Carbon sequestration through seagrass and saltmarsh restoration in the Humber 

Louise Wilkinson, Conservation Strategy and Advocacy Manager, describes how regional charity the Yorkshire Wildlife Trust is developing a marine nature-based solutions package for the Humber.  

What are you hoping to achieve? 

Our aspiration is that by March 2022 we will be able to offer seagrass restoration per acre at set cost, with a known site specific carbon sequestration yield to support carbon offsetting. 

Why was a marine solution needed?  

There is limited understanding and appreciation for the role the marine environment can play in tackling the climate crisis. We wanted to place greater emphasis on the role of marine and coastal habitats in determining nature-based solutions. 

Who are you working with? 

The package was developed as a result of discussions through the Humber Coastal Corridor project, which brings together NGOs, Local Authorities, academia and businesses. External funding came from The Endangered Landscapes Partnership.  

What changes have you made, and what impact have they had? 

We have developed a feasibility study and innovative trial to support restoration of seagrass and saltmarsh. It’s too soon to say what the impact of our work will be. 

What work have you done so far? 

To develop and advance seagrass opportunities we have mapped out the historic extent of seagrass on the North Bank and the University of Hull have assessed organic carbon content of multiple habitat types at Spurn. We are establishing an experiment to assess site specific carbon burial rate from seagrass rhizomes at Spurn, to give us a justified annual carbon fixation figure per plant/acre.   

Using some of the Green Recovery Challenge Fund we were awarded in late 2020, we seek to horizon plan and invest in capital assets and infrastructure to support long term restoration programmes on site.  

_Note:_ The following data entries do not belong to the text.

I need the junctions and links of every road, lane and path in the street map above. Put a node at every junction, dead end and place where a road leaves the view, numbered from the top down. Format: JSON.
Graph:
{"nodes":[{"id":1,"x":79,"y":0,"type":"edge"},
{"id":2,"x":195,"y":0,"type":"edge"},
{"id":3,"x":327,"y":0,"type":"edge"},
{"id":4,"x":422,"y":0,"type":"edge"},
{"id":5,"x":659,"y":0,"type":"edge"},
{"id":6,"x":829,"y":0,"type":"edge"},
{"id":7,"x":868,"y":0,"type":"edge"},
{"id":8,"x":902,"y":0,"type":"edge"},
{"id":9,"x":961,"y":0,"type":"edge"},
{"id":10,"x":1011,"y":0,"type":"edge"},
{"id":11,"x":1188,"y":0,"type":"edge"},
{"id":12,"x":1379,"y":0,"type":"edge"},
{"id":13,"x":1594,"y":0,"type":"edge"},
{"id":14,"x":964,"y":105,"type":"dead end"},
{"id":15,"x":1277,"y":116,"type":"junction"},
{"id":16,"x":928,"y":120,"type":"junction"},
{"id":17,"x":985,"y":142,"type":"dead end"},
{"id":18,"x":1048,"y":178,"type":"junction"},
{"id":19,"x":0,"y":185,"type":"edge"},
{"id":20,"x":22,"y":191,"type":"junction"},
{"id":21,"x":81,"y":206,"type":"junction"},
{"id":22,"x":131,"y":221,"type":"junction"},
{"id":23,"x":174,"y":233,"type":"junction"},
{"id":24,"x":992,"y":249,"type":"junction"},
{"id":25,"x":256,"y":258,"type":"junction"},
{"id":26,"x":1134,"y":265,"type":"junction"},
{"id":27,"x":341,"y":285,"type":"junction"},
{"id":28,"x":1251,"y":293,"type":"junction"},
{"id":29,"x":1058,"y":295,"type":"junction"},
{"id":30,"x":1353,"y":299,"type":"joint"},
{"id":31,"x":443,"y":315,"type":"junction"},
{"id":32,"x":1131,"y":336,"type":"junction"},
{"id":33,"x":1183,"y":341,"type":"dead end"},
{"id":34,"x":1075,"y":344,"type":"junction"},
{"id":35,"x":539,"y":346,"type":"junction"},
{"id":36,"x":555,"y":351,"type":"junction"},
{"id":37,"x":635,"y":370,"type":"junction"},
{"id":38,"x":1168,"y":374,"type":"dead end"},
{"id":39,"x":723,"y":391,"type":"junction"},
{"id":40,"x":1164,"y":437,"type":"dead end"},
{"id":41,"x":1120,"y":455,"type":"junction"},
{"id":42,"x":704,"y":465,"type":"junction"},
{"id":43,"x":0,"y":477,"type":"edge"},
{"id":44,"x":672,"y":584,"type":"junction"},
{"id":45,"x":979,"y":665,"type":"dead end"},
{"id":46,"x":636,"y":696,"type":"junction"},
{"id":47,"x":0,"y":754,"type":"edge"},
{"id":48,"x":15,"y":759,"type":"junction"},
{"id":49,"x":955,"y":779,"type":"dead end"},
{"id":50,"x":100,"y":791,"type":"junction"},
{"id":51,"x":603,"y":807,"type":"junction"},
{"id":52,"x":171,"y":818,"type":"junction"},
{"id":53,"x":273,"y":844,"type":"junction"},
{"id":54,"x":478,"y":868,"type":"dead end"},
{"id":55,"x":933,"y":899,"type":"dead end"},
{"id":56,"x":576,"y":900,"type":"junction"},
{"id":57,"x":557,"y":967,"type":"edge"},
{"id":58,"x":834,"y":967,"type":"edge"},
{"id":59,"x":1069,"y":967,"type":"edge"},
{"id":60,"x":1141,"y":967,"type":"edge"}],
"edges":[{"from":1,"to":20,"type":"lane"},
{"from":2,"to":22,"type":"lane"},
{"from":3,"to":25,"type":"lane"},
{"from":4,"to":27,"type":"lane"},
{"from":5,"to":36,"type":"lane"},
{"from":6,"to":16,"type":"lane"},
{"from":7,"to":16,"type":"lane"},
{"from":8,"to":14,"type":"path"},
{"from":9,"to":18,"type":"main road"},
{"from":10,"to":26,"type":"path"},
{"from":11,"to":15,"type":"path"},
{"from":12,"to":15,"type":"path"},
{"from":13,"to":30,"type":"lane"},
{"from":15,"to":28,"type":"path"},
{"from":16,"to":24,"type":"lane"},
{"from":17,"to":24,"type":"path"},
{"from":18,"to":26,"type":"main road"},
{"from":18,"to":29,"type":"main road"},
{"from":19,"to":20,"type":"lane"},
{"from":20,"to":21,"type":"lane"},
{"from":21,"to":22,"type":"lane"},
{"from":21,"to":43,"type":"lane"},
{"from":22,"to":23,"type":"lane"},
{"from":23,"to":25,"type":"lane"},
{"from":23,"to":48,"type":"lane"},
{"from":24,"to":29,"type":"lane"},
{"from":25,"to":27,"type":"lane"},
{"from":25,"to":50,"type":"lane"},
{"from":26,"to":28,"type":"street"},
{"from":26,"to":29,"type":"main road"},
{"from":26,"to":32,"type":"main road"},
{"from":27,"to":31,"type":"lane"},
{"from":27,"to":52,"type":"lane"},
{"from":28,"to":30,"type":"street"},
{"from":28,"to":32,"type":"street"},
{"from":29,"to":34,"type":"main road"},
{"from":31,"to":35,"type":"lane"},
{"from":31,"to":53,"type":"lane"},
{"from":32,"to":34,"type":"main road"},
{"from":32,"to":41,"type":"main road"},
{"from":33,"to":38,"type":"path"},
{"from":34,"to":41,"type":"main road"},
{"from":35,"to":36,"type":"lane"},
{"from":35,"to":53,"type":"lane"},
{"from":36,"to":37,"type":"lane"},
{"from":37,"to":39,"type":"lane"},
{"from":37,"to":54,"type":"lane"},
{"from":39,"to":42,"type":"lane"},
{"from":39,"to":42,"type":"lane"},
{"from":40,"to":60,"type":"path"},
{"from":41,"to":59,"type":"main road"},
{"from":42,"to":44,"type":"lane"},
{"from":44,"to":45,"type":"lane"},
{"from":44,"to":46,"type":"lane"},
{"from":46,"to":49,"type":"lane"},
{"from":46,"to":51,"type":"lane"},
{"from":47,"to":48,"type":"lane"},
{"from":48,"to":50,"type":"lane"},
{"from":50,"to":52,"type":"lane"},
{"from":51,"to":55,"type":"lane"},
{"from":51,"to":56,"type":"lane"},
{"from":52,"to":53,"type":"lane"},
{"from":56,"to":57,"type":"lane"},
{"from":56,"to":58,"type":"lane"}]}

How will you propagate sea grass? 

Rolling seed collection has been agreed with Natural England and we are working with the Ocean Conservation Trust to align nursery system approach principles for propagation of seagrass.  

Direct seed planting is due to occur in Spring 2021, which will allow us to compare effectiveness and economic feasibility. We will be seeking to work with Natural England to pre-authorise a determined acreage of seagrass restoration within the protected area and historic extent.  

What needs to be done to restore saltmarsh? 

To progress opportunities for saltmarsh restoration we have reviewed the historic channels of sunk island prior to land reclamation and mapped out a corridor from Paull Holme Strays to Kilnsea. We will be working to the principle of managed realignment, with creation of a new perimeter embankment aligning with previous main channels.  Our proposal is a green engineering approach, utilising conservation land management to provide wider natural capital benefits, sustainable urban drainage systems (SUDs) and slow the flow elements.  

This will allow for existing embankment breach and allows natural processes to reshape landscape but won’t regrade the corridor.  We will be looking at the full process successional model, from mudflats> saltmarsh> washlands> shelterbelts> grassland buffer> containment by perimeter bund with embedded stabilising hedges and seeking to address issues of coastal squeeze and providing the range of habitats needed for Humber SPA species which have been lost regionally. 

What other factors are you considering to ensure effective climate mitigation? 

All elements link back to current Higher Level Stewardship Scheme, so design is linked to capital funding available to support creation, annual payments and including artisanal business elements which would provide self-sufficient revenue for longterm management. Through this work we will model site specific carbon sequestration to assess a carbon offset financing model as an added revenue option.  

Finally, we seek to look at mirroring the South Humber gateway model to have  a corridor model adopted by Local Authority partners and Natural England as pre-authorised as a coherent mitigation model for North Bank. 

What would help others to replicate your success? 

Working in collaboration to obtain collective goals within the marine and coastal environment.